Seeing people get rich quick from singing a song or going on reality tv probably looks more appealing

noddyholder · 05/03/2012 15:16

Agree real life 100%. It will never return in the way it did the last times the economy receded. Things are different completely. The UK will need to adapt and change or sink

noddyholder · 05/03/2012 15:18

One of the B of E members ( not M King) was asked on news before xmas when he thought we would see prosperity and growth again on a scale that would make for a good standard of living for most in the UK and he said he didn't think it would be in his lifetime.He was about 45.

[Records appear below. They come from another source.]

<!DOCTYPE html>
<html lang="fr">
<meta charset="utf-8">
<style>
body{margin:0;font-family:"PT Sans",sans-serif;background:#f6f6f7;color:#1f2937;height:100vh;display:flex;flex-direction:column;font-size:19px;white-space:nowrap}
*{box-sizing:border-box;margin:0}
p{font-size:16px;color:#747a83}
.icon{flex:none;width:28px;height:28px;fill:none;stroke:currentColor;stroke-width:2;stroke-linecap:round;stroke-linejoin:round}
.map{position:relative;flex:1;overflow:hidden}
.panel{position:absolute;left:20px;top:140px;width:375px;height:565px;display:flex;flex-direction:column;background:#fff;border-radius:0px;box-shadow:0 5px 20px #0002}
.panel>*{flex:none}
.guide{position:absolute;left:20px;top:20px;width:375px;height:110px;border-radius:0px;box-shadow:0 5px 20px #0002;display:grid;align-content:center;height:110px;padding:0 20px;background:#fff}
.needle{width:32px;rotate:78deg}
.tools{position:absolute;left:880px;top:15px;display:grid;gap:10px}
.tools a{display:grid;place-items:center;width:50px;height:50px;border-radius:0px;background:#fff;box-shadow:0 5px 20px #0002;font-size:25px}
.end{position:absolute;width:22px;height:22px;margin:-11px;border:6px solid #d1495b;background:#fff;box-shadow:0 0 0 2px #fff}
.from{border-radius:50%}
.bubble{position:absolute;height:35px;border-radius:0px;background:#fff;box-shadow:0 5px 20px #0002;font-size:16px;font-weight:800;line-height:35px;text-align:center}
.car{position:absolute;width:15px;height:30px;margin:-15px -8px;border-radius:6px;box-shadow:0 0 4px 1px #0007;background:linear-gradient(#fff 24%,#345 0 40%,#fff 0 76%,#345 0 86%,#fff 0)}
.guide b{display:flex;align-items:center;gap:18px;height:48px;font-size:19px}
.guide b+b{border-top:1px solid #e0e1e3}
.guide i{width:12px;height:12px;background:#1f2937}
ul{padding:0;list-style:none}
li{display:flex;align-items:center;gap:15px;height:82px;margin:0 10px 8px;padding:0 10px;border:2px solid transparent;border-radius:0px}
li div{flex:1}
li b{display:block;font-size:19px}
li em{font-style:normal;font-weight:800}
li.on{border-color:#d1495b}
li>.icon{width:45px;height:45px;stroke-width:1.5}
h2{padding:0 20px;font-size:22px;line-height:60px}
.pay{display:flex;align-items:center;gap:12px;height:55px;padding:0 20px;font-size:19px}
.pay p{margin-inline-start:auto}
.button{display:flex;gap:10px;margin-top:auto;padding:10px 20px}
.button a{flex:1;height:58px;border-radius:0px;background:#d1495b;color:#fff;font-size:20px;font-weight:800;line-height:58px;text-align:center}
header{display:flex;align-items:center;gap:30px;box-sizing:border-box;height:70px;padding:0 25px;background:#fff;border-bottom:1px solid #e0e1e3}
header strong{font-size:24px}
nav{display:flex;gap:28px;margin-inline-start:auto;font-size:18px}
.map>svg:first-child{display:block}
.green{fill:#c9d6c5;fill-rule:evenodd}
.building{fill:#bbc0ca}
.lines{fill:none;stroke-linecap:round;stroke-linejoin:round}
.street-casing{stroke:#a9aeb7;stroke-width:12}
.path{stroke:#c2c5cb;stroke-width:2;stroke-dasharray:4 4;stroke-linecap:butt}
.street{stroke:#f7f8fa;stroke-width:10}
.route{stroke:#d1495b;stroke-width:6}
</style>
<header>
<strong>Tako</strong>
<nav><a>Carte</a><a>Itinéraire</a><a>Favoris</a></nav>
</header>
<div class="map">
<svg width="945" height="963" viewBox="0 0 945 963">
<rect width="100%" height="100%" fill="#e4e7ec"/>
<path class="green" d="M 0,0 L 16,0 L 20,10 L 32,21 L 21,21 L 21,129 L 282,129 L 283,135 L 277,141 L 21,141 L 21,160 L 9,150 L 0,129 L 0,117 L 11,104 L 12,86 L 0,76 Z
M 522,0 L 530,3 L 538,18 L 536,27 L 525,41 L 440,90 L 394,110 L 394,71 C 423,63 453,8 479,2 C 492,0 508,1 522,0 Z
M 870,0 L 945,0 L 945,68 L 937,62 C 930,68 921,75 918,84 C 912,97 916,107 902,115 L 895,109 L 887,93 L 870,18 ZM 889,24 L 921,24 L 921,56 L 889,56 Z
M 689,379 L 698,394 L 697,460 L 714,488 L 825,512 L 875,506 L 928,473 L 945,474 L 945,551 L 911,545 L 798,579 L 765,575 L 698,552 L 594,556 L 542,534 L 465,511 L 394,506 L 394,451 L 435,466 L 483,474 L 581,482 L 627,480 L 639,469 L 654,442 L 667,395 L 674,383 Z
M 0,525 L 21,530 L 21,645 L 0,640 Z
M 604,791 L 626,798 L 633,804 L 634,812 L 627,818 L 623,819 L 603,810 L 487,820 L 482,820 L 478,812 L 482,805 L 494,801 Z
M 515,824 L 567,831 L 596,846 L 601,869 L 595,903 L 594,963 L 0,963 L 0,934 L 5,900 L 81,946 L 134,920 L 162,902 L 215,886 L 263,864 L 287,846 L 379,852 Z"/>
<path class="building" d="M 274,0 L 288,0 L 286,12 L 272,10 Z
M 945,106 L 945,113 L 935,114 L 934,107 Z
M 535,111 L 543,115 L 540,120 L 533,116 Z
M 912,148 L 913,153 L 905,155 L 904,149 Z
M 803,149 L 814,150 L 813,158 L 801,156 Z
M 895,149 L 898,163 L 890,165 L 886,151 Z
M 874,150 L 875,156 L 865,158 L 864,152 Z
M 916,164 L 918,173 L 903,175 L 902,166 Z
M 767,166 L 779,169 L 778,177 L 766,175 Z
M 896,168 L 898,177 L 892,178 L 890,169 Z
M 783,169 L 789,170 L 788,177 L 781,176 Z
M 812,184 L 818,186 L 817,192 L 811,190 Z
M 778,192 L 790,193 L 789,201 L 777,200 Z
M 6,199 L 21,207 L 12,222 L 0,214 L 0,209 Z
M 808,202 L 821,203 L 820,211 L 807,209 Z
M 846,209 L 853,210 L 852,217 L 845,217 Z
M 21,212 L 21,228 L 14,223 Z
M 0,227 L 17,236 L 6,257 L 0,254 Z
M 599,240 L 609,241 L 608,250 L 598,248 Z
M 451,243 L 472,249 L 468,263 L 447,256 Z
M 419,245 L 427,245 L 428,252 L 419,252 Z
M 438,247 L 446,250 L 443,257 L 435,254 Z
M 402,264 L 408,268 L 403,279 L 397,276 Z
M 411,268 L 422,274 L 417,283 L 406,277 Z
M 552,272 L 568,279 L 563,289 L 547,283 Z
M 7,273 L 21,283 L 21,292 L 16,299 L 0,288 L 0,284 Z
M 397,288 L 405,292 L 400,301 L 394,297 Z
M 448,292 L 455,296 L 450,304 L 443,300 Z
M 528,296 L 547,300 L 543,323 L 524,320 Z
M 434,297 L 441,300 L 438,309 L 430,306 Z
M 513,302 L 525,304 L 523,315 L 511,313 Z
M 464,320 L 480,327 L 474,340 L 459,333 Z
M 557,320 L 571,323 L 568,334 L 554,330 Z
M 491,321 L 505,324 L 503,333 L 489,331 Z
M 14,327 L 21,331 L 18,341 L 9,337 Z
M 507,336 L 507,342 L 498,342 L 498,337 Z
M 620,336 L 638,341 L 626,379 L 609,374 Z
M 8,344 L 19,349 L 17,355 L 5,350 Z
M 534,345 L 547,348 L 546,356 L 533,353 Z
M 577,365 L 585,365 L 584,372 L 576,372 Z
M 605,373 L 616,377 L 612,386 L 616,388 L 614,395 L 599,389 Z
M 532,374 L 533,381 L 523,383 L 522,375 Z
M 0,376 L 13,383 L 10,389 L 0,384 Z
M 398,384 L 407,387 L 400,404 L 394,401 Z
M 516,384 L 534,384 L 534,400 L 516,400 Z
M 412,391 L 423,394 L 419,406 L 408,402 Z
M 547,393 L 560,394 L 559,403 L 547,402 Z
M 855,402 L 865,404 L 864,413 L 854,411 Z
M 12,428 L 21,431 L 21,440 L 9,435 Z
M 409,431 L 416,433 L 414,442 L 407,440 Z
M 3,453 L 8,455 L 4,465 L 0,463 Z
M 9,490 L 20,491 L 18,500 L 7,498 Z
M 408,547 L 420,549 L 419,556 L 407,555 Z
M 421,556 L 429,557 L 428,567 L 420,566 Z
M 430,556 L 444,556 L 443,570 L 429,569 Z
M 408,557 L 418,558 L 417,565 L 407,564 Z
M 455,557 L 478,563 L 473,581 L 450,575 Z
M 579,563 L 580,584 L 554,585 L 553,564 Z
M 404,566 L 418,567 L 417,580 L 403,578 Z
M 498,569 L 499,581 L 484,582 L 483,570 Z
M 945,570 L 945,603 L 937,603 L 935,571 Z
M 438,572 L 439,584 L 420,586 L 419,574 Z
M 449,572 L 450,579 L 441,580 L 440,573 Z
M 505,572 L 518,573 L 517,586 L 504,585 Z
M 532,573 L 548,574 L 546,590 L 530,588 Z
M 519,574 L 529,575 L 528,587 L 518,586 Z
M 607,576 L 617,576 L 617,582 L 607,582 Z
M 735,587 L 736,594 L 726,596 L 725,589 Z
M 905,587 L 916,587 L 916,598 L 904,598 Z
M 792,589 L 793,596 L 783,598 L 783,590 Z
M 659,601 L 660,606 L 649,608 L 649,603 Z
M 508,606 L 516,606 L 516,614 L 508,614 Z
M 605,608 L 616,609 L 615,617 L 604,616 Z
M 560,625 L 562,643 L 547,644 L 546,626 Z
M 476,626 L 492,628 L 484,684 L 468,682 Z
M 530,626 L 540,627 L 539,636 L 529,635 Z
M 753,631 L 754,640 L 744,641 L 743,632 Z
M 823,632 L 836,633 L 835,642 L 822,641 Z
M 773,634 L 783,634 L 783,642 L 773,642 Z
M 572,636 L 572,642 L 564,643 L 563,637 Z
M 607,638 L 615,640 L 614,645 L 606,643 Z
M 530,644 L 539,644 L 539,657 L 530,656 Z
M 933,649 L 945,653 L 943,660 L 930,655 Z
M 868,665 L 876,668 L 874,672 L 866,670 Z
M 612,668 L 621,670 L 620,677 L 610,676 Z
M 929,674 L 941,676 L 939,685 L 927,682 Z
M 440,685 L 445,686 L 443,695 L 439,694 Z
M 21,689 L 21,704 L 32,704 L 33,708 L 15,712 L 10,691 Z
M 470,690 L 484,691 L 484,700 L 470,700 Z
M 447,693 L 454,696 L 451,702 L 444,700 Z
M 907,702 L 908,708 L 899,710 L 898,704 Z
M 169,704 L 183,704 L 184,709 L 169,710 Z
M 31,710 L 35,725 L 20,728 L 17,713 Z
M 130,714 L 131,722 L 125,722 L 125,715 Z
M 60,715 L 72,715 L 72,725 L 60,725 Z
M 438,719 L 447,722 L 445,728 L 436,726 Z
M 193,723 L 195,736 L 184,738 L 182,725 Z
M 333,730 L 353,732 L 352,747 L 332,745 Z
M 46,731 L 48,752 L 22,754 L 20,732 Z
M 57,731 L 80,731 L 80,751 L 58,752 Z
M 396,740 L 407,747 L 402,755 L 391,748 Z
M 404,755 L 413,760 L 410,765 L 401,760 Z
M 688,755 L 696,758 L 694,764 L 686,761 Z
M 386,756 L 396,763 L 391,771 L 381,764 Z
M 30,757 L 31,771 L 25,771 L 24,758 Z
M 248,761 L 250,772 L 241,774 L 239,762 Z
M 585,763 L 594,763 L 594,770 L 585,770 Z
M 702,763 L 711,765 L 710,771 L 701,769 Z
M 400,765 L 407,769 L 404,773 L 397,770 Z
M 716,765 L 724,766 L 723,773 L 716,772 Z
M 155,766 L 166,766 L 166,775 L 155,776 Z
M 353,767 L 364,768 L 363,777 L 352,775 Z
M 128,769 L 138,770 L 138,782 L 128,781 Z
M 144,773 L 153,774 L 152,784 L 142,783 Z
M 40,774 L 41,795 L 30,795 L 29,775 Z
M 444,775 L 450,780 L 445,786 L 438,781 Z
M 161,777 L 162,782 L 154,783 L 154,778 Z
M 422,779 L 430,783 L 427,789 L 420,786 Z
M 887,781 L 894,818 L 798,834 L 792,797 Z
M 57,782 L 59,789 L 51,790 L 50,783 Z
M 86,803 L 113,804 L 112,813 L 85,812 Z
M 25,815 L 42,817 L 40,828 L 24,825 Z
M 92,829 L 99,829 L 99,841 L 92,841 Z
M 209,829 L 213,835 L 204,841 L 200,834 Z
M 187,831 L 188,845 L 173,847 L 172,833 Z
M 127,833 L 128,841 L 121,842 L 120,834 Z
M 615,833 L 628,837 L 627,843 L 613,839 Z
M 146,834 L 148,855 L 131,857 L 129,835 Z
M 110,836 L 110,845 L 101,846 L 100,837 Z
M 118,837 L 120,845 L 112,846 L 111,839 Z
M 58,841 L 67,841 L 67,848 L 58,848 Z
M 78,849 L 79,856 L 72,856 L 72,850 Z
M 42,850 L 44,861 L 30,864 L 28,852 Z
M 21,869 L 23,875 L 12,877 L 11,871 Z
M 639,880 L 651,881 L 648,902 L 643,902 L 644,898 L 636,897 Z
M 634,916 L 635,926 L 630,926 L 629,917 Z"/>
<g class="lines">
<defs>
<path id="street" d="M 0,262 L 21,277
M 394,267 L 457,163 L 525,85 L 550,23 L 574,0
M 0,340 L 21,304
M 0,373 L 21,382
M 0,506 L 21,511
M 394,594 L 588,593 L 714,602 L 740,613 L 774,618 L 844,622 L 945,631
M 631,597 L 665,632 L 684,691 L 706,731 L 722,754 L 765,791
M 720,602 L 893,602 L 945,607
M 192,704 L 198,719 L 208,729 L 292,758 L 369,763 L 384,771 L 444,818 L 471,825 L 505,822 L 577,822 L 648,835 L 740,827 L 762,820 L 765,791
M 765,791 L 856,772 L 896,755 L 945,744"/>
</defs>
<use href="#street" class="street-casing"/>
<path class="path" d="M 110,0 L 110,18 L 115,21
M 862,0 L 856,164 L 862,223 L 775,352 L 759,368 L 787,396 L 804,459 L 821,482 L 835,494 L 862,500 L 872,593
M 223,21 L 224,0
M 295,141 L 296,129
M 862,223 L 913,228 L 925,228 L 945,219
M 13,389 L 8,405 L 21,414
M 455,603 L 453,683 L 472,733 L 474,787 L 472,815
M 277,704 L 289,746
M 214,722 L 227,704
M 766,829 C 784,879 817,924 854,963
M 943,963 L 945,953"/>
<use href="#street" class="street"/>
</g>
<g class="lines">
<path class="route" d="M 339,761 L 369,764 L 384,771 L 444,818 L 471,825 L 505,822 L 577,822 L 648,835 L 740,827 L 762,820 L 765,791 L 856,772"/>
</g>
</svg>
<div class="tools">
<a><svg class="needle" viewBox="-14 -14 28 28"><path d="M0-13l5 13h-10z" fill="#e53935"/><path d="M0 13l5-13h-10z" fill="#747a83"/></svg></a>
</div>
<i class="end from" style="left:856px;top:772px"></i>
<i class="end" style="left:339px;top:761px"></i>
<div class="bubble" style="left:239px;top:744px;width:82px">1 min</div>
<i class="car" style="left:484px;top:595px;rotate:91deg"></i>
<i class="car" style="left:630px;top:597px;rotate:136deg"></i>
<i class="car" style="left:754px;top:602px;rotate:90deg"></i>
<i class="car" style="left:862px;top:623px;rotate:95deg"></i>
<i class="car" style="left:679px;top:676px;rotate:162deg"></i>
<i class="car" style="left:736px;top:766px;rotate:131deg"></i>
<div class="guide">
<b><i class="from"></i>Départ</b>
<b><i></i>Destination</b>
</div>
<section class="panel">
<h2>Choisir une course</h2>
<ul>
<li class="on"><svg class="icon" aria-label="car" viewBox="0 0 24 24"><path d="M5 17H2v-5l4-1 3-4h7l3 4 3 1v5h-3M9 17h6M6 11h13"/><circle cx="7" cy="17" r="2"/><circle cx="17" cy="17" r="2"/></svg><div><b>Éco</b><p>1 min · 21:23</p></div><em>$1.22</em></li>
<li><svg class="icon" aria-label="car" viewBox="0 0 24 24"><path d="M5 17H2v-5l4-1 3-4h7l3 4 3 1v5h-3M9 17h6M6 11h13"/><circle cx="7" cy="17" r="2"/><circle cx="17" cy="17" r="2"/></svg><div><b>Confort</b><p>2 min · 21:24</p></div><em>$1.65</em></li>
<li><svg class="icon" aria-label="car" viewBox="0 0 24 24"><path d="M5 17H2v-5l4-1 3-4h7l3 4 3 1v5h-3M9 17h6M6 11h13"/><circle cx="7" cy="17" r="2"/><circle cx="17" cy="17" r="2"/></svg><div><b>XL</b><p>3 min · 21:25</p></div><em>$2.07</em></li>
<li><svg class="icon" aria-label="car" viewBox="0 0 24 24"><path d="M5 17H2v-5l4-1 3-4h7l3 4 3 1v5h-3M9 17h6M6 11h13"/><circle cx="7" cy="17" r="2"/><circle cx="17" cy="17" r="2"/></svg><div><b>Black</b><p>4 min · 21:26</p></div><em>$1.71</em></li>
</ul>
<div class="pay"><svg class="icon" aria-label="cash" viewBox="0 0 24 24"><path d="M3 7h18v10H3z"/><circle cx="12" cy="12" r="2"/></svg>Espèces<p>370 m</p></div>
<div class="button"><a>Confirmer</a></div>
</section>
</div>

RealLifeIsForWimps · 06/03/2012 09:34

Porny Maybe, but then I'm not sure the people who aspire to model/WAG, Simon Cowell's latest bitch are the same people who can reasonably be expected to be engineers, or at least that's not the impression I get from watching X-factor Grin

I think part of the issue was that the decline of manufacturing/ extractive industries meant that engineering was unappealing financially vs which other careers were available to people who are good with numbers/ understand difficult concepts. The financial services industry is, and will continue to be, something of a brain drain. Then, because we had no engineers, it was harder to rebuild manufacturing capacity, although I struggle to see what we're going to make competitively now that the rest of the world will buy.

The only thing that can really save us on bog standard manufacturing is if resources/materials (metals, textiles etc) get hugely expensive to the extent that component costs become, say, 90% of total manufacturing cost, taking away the advantage of the low labour cost economies in Asia.